# Generac Standby Generator WiFi Issue



## rgevans871 (May 31, 2021)

I have a Googlenest Model H2D Hub with two extenders and am having a problem with connecting to a WiFi module on a 14 KW Generac generator that was recently installed. I have both Googlenest WiFi extenders located within 10 & 20 ft of the generator. The generator WiFi module communicates using an App called Mobil Link. This app reports the WiFi signal strength as 4 to 8% while when I walk around the generator with my iPhone and it indicates a full strength signal. The app with this low signal strength is only partially communicating the status of the generator. It didn't indicate the generator running during a recent power outage.

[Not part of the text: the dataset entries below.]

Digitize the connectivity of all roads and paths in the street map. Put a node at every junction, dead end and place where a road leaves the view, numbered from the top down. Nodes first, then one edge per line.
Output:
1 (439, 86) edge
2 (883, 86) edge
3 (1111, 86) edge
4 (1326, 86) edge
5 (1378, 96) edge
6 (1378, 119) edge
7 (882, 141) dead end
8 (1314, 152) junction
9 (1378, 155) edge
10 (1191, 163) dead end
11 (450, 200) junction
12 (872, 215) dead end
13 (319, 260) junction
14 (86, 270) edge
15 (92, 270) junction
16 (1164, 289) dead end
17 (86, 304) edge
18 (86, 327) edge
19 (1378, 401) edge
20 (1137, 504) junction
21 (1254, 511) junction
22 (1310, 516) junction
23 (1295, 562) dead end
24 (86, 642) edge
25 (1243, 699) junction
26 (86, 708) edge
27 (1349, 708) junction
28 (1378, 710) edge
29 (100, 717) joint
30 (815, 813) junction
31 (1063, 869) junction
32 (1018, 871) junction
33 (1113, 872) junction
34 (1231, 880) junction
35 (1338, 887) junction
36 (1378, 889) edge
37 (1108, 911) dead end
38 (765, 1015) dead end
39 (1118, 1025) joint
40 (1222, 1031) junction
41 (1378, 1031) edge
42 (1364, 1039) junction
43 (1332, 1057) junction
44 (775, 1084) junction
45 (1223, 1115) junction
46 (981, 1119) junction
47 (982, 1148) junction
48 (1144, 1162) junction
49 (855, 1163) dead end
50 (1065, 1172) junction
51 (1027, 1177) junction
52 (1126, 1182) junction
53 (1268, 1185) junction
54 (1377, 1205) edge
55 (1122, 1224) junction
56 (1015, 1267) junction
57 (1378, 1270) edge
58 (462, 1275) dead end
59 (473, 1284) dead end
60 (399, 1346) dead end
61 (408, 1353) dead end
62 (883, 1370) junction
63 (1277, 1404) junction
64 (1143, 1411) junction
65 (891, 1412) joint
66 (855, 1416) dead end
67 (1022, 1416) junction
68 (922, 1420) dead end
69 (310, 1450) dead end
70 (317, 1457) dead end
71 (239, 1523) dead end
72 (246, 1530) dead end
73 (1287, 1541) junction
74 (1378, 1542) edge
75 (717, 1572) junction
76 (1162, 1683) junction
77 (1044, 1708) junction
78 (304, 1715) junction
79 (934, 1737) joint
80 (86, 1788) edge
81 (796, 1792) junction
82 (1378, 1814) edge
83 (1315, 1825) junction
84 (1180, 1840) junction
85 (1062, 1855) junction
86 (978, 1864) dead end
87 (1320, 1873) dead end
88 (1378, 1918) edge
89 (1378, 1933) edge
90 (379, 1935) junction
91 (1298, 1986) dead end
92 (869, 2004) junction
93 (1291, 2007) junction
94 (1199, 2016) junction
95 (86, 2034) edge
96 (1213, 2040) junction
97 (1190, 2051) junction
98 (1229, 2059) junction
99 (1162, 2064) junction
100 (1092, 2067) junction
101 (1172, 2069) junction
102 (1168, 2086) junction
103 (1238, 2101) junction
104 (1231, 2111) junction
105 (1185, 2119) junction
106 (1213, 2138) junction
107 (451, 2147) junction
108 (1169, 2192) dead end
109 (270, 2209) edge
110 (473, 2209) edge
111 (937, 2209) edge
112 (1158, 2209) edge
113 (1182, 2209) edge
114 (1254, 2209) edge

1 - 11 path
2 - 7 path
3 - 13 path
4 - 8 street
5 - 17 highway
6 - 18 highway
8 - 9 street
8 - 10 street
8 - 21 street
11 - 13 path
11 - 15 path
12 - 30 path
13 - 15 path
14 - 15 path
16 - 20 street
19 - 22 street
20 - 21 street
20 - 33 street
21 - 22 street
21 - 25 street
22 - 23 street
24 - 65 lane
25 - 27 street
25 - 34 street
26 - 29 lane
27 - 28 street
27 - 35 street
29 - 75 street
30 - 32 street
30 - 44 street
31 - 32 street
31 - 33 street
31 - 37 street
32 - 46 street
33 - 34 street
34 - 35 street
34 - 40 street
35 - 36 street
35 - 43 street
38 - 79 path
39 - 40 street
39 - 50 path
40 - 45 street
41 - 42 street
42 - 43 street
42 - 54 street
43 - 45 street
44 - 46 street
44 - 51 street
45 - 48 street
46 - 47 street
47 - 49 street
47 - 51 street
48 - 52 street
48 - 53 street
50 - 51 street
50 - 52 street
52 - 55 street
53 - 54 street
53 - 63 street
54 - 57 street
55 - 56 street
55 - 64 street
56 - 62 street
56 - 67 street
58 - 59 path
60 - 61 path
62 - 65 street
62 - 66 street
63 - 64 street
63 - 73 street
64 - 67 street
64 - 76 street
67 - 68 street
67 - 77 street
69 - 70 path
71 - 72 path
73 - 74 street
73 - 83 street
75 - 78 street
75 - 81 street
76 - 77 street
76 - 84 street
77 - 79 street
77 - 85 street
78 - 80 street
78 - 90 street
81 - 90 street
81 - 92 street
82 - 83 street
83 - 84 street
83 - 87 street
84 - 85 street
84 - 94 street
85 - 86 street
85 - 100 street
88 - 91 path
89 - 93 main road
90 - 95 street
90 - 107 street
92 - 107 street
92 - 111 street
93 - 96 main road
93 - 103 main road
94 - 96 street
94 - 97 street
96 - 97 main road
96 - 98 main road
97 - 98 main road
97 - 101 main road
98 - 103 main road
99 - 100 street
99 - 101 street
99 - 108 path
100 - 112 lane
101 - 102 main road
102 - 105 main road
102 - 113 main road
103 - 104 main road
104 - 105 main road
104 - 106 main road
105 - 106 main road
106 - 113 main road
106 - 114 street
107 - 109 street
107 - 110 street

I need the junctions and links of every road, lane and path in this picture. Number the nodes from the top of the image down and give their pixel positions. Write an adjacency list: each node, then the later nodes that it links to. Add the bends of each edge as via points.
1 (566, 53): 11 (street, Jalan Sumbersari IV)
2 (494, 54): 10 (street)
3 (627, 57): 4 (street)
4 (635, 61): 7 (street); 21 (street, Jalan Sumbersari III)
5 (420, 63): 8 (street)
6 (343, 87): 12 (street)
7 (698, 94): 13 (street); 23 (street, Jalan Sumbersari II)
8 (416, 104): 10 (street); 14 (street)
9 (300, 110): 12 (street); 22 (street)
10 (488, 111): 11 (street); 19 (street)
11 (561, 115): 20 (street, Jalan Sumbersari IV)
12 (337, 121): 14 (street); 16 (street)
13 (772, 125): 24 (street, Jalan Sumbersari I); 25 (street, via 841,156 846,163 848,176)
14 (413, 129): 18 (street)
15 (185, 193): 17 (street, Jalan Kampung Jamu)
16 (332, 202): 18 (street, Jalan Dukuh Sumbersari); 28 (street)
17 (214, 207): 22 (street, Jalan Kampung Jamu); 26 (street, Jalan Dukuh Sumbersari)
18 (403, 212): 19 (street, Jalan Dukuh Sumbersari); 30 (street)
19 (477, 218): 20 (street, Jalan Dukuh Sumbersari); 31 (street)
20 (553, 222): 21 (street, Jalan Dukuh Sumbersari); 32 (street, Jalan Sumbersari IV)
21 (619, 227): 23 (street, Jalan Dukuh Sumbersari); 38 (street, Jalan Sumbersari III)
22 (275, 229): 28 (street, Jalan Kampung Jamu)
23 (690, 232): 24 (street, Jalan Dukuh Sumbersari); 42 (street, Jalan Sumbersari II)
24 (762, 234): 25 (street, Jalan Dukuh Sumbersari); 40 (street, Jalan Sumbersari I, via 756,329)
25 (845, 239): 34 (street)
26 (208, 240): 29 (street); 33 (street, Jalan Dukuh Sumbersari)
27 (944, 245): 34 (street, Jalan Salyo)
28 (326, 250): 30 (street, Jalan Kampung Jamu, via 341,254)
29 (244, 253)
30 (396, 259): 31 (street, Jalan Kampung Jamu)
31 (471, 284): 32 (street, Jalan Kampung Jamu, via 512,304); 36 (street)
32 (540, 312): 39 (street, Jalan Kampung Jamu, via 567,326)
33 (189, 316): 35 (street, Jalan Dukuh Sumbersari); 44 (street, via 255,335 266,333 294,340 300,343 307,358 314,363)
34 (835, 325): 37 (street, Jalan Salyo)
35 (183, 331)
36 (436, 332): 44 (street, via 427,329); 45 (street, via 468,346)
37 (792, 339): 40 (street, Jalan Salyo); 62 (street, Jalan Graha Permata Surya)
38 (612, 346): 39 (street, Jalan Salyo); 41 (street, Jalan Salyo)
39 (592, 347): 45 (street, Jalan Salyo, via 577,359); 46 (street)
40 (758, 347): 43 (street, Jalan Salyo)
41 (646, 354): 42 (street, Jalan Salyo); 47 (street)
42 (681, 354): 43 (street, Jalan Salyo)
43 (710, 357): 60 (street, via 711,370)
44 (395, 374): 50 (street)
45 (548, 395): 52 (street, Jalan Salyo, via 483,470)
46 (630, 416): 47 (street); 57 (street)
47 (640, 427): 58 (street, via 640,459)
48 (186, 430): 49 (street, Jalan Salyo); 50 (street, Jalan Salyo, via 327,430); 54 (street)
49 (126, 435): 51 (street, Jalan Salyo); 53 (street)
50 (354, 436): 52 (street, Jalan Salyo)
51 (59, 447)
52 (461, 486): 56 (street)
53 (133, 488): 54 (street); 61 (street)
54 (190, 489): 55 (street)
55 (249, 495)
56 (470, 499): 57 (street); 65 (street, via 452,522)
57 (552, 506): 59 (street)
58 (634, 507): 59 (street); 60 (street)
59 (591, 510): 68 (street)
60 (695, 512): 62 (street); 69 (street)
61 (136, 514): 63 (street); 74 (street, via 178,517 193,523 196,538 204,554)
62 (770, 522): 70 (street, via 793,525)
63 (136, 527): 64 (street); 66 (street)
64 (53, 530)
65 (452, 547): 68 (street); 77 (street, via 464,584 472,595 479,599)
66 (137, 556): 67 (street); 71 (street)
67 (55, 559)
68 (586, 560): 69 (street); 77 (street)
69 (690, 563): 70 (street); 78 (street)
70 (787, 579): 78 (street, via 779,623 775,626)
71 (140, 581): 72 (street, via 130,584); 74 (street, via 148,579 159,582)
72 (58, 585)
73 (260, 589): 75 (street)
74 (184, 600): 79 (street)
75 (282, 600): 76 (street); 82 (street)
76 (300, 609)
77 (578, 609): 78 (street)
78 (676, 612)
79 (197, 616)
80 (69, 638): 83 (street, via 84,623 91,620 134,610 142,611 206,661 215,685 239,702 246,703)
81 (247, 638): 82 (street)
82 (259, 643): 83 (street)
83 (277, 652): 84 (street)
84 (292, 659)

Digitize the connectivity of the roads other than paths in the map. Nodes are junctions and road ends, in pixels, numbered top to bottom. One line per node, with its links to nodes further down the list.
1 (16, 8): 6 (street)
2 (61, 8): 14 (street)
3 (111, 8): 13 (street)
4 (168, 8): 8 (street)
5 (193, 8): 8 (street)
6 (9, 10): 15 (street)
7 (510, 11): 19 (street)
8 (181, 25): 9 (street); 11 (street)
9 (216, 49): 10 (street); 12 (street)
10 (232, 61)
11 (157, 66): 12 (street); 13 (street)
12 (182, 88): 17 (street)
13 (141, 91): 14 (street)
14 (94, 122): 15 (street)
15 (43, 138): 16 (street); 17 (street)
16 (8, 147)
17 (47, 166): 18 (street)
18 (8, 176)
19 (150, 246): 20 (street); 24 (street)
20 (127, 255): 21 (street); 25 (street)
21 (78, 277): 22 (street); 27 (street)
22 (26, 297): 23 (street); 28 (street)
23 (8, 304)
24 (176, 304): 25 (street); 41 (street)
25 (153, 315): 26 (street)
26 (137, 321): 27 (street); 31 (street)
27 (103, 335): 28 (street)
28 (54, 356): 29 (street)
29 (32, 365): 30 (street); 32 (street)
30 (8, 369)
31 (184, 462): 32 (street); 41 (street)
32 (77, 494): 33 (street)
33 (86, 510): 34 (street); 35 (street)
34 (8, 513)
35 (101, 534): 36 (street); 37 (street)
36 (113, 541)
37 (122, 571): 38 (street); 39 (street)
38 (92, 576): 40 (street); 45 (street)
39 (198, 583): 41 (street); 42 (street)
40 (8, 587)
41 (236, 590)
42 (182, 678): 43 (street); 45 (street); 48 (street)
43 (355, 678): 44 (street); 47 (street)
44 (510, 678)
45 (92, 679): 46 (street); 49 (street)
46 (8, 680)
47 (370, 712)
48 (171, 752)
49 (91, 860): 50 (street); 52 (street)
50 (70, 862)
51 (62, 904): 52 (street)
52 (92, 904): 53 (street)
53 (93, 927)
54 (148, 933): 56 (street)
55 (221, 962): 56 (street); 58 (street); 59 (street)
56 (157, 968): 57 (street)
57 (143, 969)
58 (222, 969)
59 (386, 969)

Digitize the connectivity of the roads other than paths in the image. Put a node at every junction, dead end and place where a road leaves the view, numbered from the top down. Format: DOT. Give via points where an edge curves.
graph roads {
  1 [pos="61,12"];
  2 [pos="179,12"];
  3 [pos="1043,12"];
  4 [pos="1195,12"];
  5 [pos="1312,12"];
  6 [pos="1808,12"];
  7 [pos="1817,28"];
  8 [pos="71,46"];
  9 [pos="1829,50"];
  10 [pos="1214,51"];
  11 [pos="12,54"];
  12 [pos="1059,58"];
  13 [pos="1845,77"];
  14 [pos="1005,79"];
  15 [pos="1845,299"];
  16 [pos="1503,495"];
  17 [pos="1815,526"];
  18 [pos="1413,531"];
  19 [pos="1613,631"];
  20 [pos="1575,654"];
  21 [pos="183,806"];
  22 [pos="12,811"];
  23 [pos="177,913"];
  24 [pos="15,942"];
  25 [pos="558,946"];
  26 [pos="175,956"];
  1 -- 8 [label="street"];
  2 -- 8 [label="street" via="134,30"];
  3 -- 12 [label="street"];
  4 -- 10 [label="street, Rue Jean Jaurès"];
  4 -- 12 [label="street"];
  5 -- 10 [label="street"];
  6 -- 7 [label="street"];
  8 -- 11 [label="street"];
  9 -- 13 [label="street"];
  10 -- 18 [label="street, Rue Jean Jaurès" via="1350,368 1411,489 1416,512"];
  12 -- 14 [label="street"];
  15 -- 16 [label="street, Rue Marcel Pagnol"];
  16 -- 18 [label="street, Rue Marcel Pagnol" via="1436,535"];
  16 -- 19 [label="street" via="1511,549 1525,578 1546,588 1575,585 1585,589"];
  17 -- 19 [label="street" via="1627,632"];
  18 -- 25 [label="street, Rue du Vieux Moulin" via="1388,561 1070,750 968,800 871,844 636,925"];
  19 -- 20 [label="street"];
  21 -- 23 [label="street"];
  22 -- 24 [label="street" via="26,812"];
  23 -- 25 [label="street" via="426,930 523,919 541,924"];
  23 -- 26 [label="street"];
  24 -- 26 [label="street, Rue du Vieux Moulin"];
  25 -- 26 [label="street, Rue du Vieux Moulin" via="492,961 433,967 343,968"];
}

The Mobil Link is compatible with a 2.4 GHz frequency range and 802.11b/g/n wireless protocol which seems to be what the Googlenest system provides. Anybody having or had this kind of problem? I'd appreciate hearing how you resolved it. I want to particularly know when the generator is running during an outage when I'm not at home.

Ron.


----------



## OrlyP (Oct 19, 2021)

The Mobile Link WiFi module might still be latched on to the farther mesh AP. If you haven't done so, try restarting/rebooting the module in the hopes that it will find and latch on to the closer and stronger mesh AP.


----------



## VelvetFoot (Nov 11, 2019)

rgevans871 said:


> It didn't indicate the generator running during a recent power outage.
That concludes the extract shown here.